Stored items
Content starts

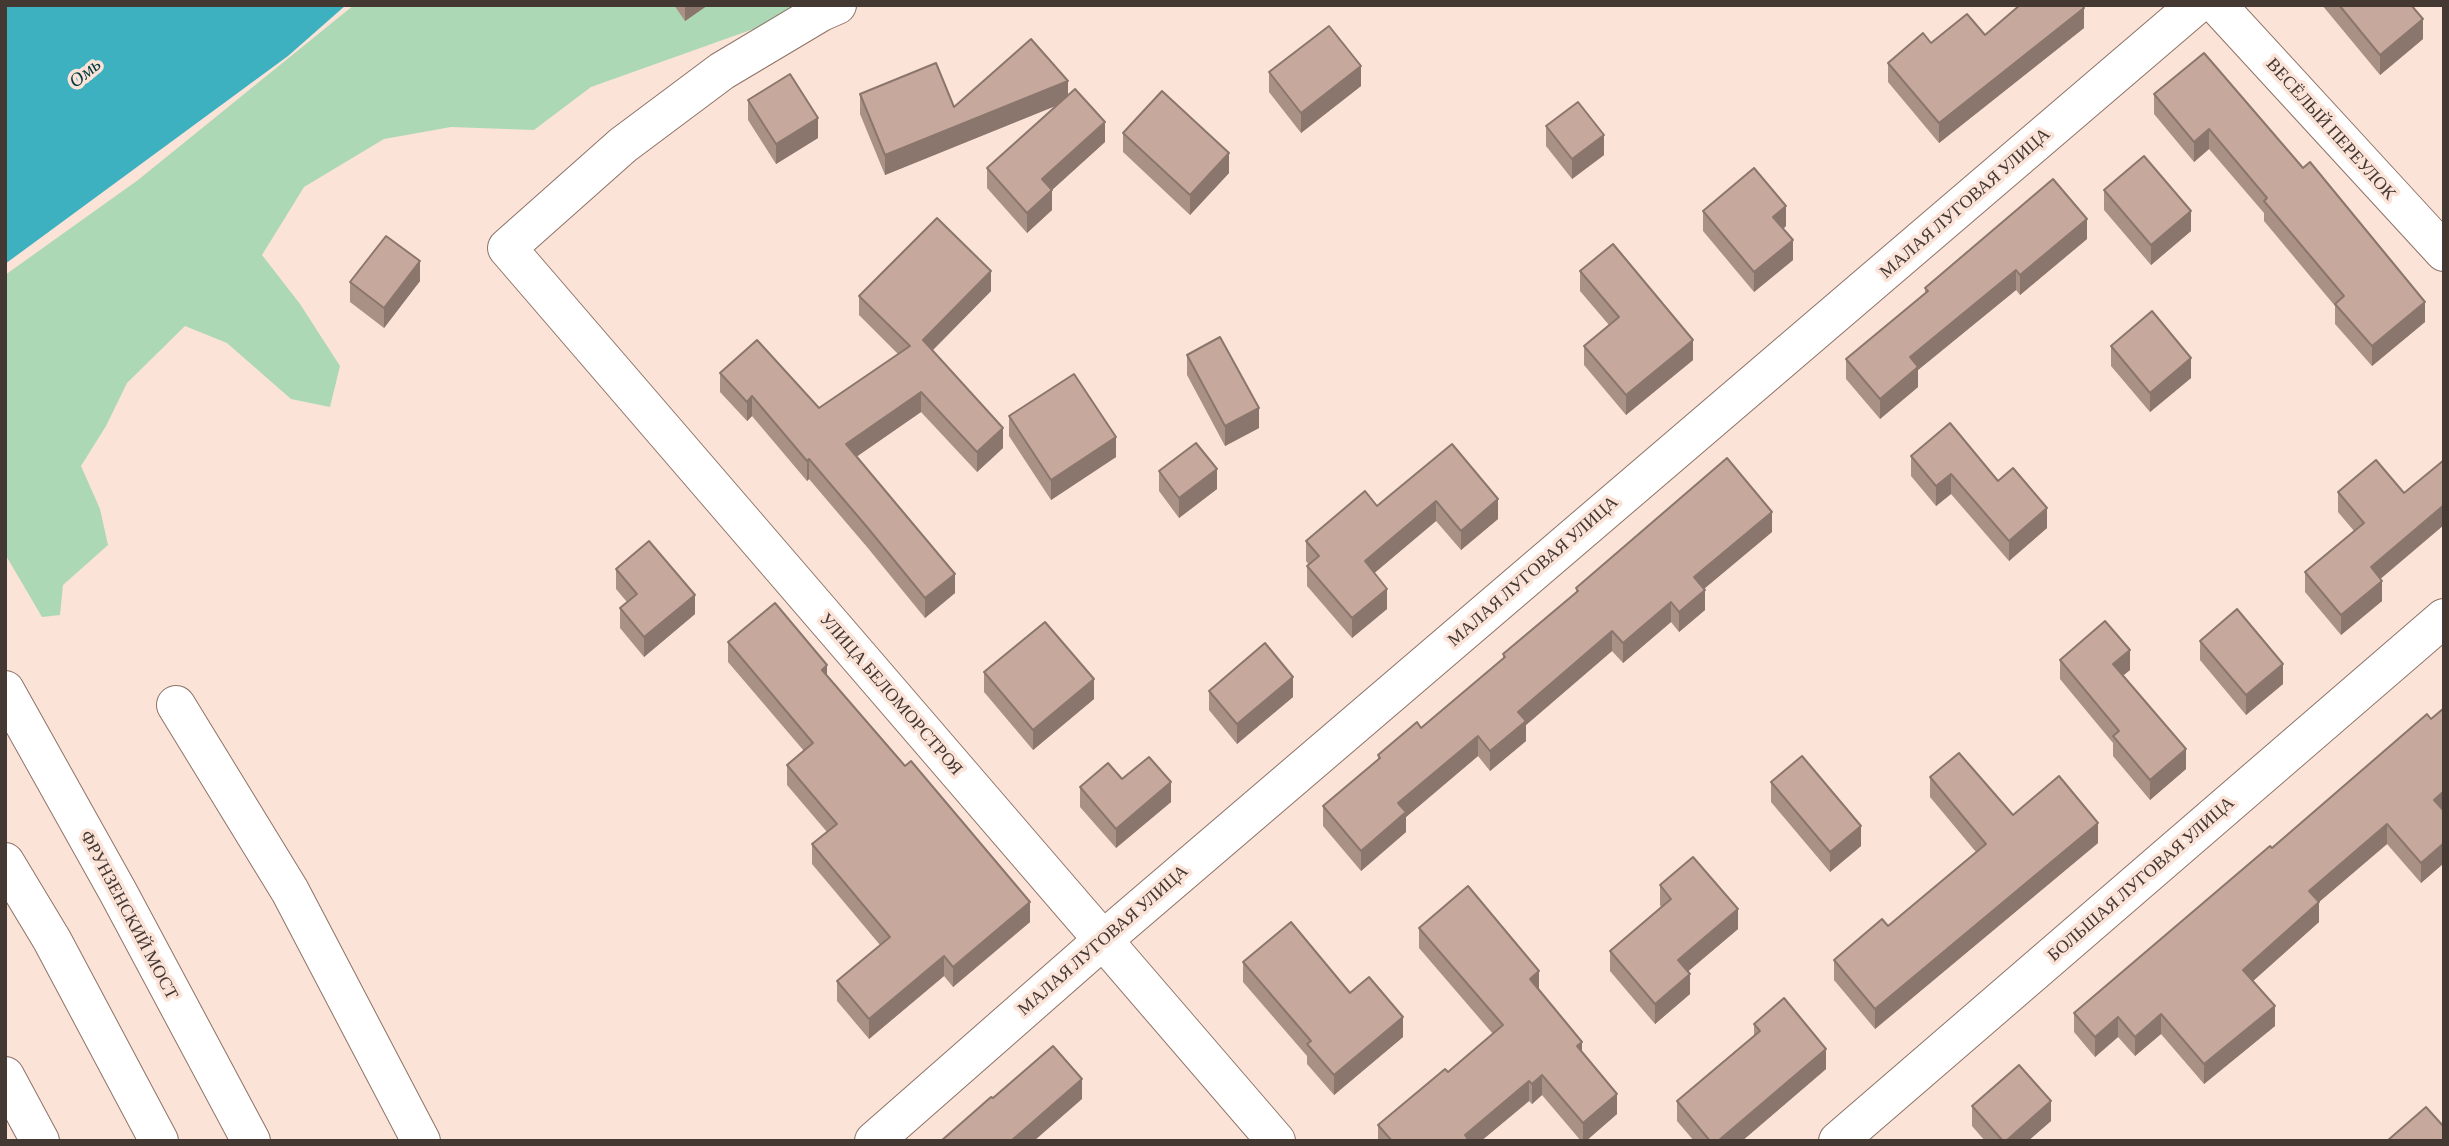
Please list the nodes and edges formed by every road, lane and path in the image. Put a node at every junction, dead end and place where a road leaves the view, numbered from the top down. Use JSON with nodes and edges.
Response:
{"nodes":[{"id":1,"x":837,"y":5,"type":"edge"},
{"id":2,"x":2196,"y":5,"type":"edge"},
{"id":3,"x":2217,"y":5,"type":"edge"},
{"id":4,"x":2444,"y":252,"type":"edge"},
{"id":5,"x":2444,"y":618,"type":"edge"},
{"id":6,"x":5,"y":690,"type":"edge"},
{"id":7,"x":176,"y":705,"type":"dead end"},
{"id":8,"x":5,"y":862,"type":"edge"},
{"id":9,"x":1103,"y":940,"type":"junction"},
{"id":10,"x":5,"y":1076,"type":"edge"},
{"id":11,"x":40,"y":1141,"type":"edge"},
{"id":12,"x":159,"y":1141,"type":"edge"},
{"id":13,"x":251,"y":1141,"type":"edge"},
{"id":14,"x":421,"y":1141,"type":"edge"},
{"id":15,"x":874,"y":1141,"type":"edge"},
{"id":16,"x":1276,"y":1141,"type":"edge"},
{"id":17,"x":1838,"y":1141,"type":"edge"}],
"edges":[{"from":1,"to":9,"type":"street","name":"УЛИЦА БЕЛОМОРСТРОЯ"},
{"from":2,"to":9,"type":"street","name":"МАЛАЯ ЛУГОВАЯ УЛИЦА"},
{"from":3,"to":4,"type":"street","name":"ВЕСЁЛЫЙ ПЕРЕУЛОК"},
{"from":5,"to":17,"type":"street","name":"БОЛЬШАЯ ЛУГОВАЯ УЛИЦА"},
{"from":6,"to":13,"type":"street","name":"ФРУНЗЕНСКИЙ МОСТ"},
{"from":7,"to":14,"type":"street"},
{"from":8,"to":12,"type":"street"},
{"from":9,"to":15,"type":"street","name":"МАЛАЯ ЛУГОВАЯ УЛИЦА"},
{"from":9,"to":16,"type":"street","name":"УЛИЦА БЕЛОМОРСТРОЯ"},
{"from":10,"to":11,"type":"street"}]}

Content ends

## EXERCISE BRIEF
Transcribe the data verbatim. No picture belongs in the result.

## SOLUTION TO THE EXERCISE
Please list the nodes and edges formed by every road, lane and path in the image. Put a node at every junction, dead end and place where a road leaves the view, numbered from the top down. Use JSON with nodes and edges.
Response:
{"nodes":[{"id":1,"x":837,"y":5,"type":"edge"},
{"id":2,"x":2196,"y":5,"type":"edge"},
{"id":3,"x":2217,"y":5,"type":"edge"},
{"id":4,"x":2444,"y":252,"type":"edge"},
{"id":5,"x":2444,"y":618,"type":"edge"},
{"id":6,"x":5,"y":690,"type":"edge"},
{"id":7,"x":176,"y":705,"type":"dead end"},
{"id":8,"x":5,"y":862,"type":"edge"},
{"id":9,"x":1103,"y":940,"type":"junction"},
{"id":10,"x":5,"y":1076,"type":"edge"},
{"id":11,"x":40,"y":1141,"type":"edge"},
{"id":12,"x":159,"y":1141,"type":"edge"},
{"id":13,"x":251,"y":1141,"type":"edge"},
{"id":14,"x":421,"y":1141,"type":"edge"},
{"id":15,"x":874,"y":1141,"type":"edge"},
{"id":16,"x":1276,"y":1141,"type":"edge"},
{"id":17,"x":1838,"y":1141,"type":"edge"}],
"edges":[{"from":1,"to":9,"type":"street","name":"УЛИЦА БЕЛОМОРСТРОЯ"},
{"from":2,"to":9,"type":"street","name":"МАЛАЯ ЛУГОВАЯ УЛИЦА"},
{"from":3,"to":4,"type":"street","name":"ВЕСЁЛЫЙ ПЕРЕУЛОК"},
{"from":5,"to":17,"type":"street","name":"БОЛЬШАЯ ЛУГОВАЯ УЛИЦА"},
{"from":6,"to":13,"type":"street","name":"ФРУНЗЕНСКИЙ МОСТ"},
{"from":7,"to":14,"type":"street"},
{"from":8,"to":12,"type":"street"},
{"from":9,"to":15,"type":"street","name":"МАЛАЯ ЛУГОВАЯ УЛИЦА"},
{"from":9,"to":16,"type":"street","name":"УЛИЦА БЕЛОМОРСТРОЯ"},
{"from":10,"to":11,"type":"street"}]}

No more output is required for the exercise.